▶ Provided entries
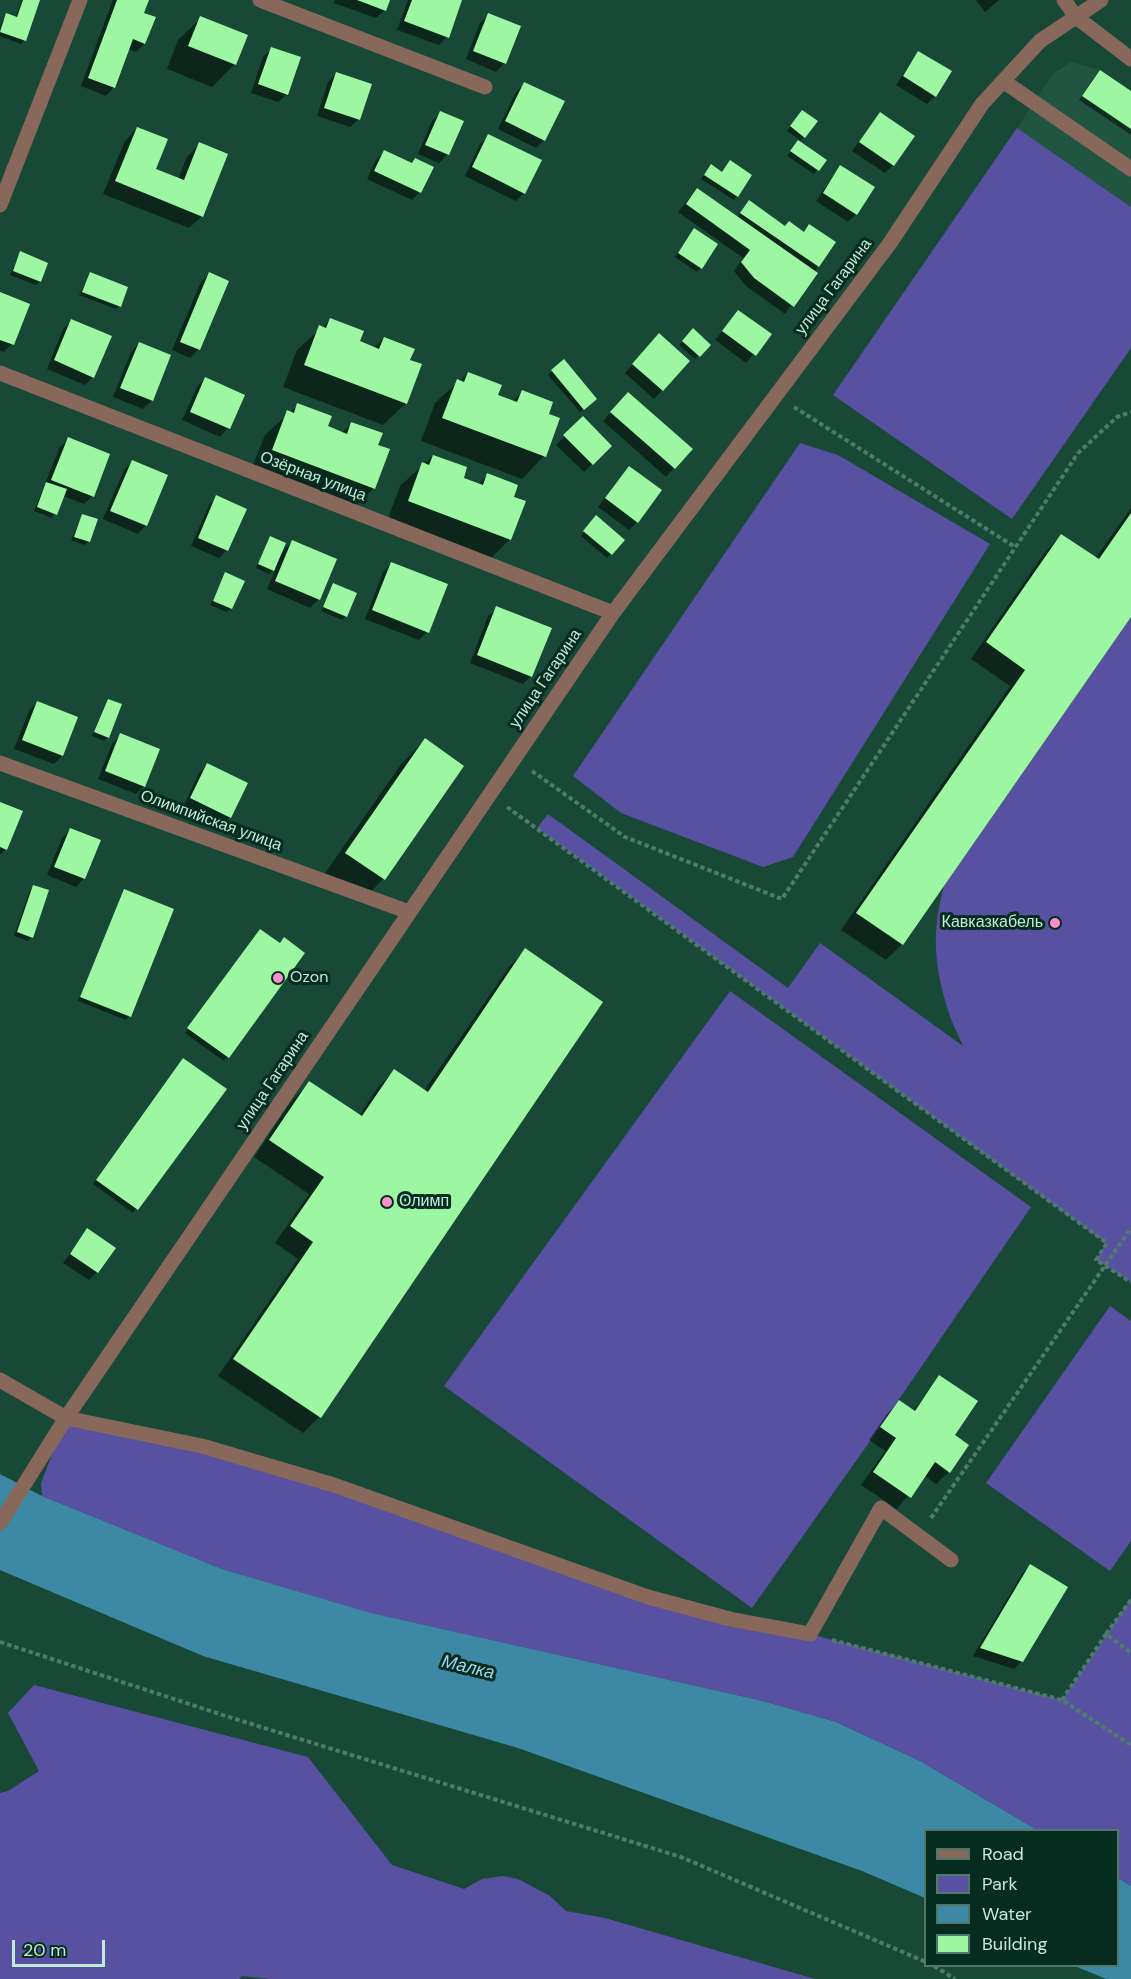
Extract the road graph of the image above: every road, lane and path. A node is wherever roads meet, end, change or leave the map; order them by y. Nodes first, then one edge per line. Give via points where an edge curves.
1 (80, 0) edge
2 (260, 0) edge
3 (1064, 0) edge
4 (1101, 0) edge
5 (1076, 17) junction
6 (1131, 59) edge
7 (1003, 81) junction
8 (485, 87) dead end
9 (1131, 169) edge
10 (0, 205) edge
11 (0, 374) edge
12 (776, 395) junction
13 (1131, 412) edge
14 (1015, 547) junction
15 (613, 613) junction
16 (514, 758) junction
17 (0, 763) edge
18 (490, 794) junction
19 (409, 912) junction
20 (1131, 1228) edge
21 (1107, 1265) junction
22 (1131, 1282) edge
23 (0, 1380) edge
24 (66, 1418) junction
25 (0, 1523) edge
26 (918, 1536) junction
27 (951, 1560) dead end
28 (1131, 1600) edge
29 (810, 1634) junction
30 (1106, 1634) junction
31 (0, 1642) edge
32 (1131, 1653) edge
33 (1062, 1700) junction
34 (1131, 1745) edge
35 (924, 1961) edge
36 (937, 1967) edge
37 (955, 1979) edge

1 - 10 street
2 - 8 street
3 - 5 street
4 - 5 street, улица Гагарина
5 - 6 street
5 - 7 street, улица Гагарина via 1040,41
7 - 9 street
7 - 12 street, улица Гагарина via 982,104 890,243
11 - 15 street, Озёрная улица
12 - 14 path
12 - 15 street, улица Гагарина
13 - 14 path via 1117,417 1078,453
14 - 16 path via 782,899 625,837
15 - 16 street, улица Гагарина
16 - 18 street, улица Гагарина
17 - 19 street, Олимпийская улица
18 - 19 street, улица Гагарина
18 - 21 path via 1107,1243 1096,1260
19 - 24 street, улица Гагарина
20 - 21 path
21 - 22 path
21 - 26 path
23 - 24 street
24 - 25 street, улица Гагарина
24 - 29 street via 202,1446 334,1485 648,1597 730,1619
26 - 27 street
26 - 29 street via 880,1508
28 - 30 path
29 - 33 path
30 - 32 path
30 - 33 path
31 - 35 path via 681,1857
33 - 34 path
36 - 37 path

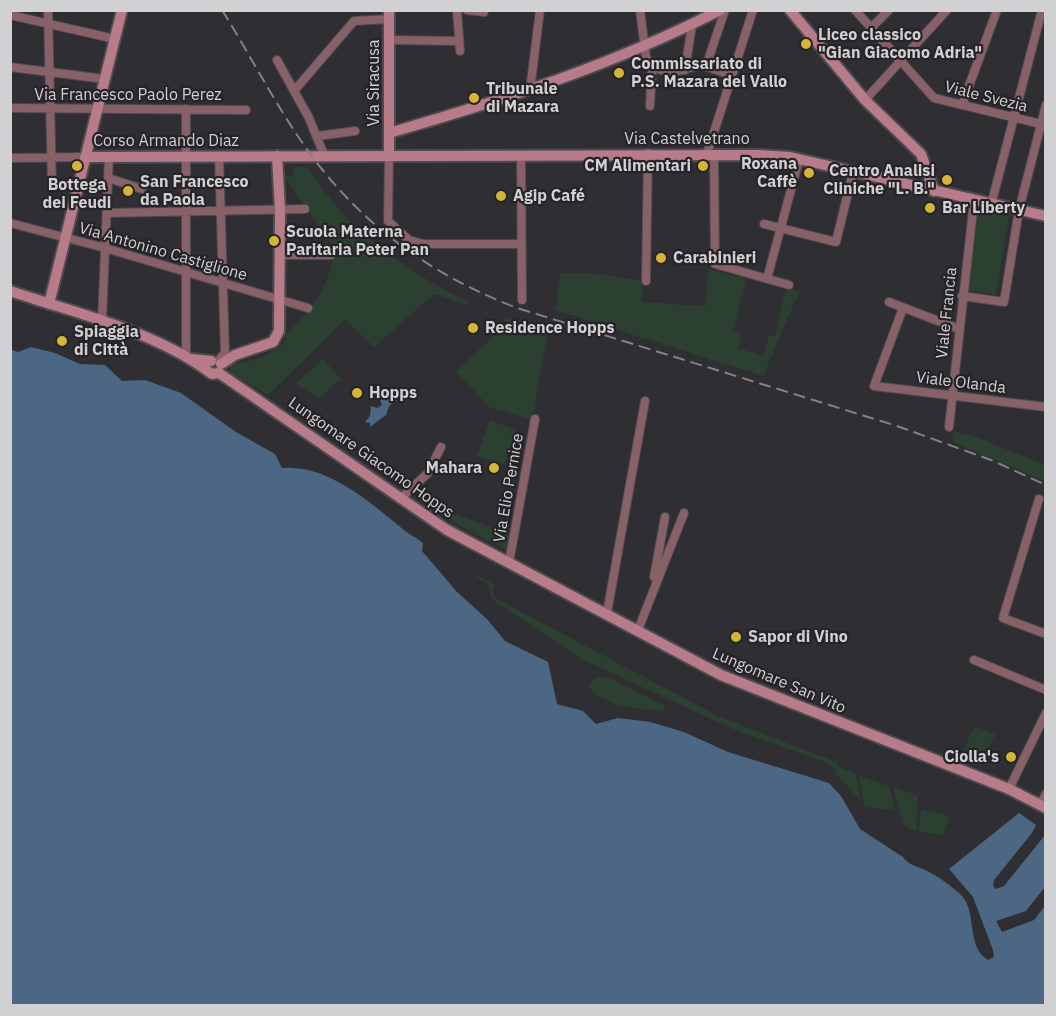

▶ Directions
Write the data out again word for word; leave the pictures behind.

▶ Answer space
Extract the road graph of the image above: every road, lane and path. A node is wherever roads meet, end, change or leave the map; order them by y. Nodes first, then one edge per line. Give via points where an edge curves.
1 (80, 0) edge
2 (260, 0) edge
3 (1064, 0) edge
4 (1101, 0) edge
5 (1076, 17) junction
6 (1131, 59) edge
7 (1003, 81) junction
8 (485, 87) dead end
9 (1131, 169) edge
10 (0, 205) edge
11 (0, 374) edge
12 (776, 395) junction
13 (1131, 412) edge
14 (1015, 547) junction
15 (613, 613) junction
16 (514, 758) junction
17 (0, 763) edge
18 (490, 794) junction
19 (409, 912) junction
20 (1131, 1228) edge
21 (1107, 1265) junction
22 (1131, 1282) edge
23 (0, 1380) edge
24 (66, 1418) junction
25 (0, 1523) edge
26 (918, 1536) junction
27 (951, 1560) dead end
28 (1131, 1600) edge
29 (810, 1634) junction
30 (1106, 1634) junction
31 (0, 1642) edge
32 (1131, 1653) edge
33 (1062, 1700) junction
34 (1131, 1745) edge
35 (924, 1961) edge
36 (937, 1967) edge
37 (955, 1979) edge

1 - 10 street
2 - 8 street
3 - 5 street
4 - 5 street, улица Гагарина
5 - 6 street
5 - 7 street, улица Гагарина via 1040,41
7 - 9 street
7 - 12 street, улица Гагарина via 982,104 890,243
11 - 15 street, Озёрная улица
12 - 14 path
12 - 15 street, улица Гагарина
13 - 14 path via 1117,417 1078,453
14 - 16 path via 782,899 625,837
15 - 16 street, улица Гагарина
16 - 18 street, улица Гагарина
17 - 19 street, Олимпийская улица
18 - 19 street, улица Гагарина
18 - 21 path via 1107,1243 1096,1260
19 - 24 street, улица Гагарина
20 - 21 path
21 - 22 path
21 - 26 path
23 - 24 street
24 - 25 street, улица Гагарина
24 - 29 street via 202,1446 334,1485 648,1597 730,1619
26 - 27 street
26 - 29 street via 880,1508
28 - 30 path
29 - 33 path
30 - 32 path
30 - 33 path
31 - 35 path via 681,1857
33 - 34 path
36 - 37 path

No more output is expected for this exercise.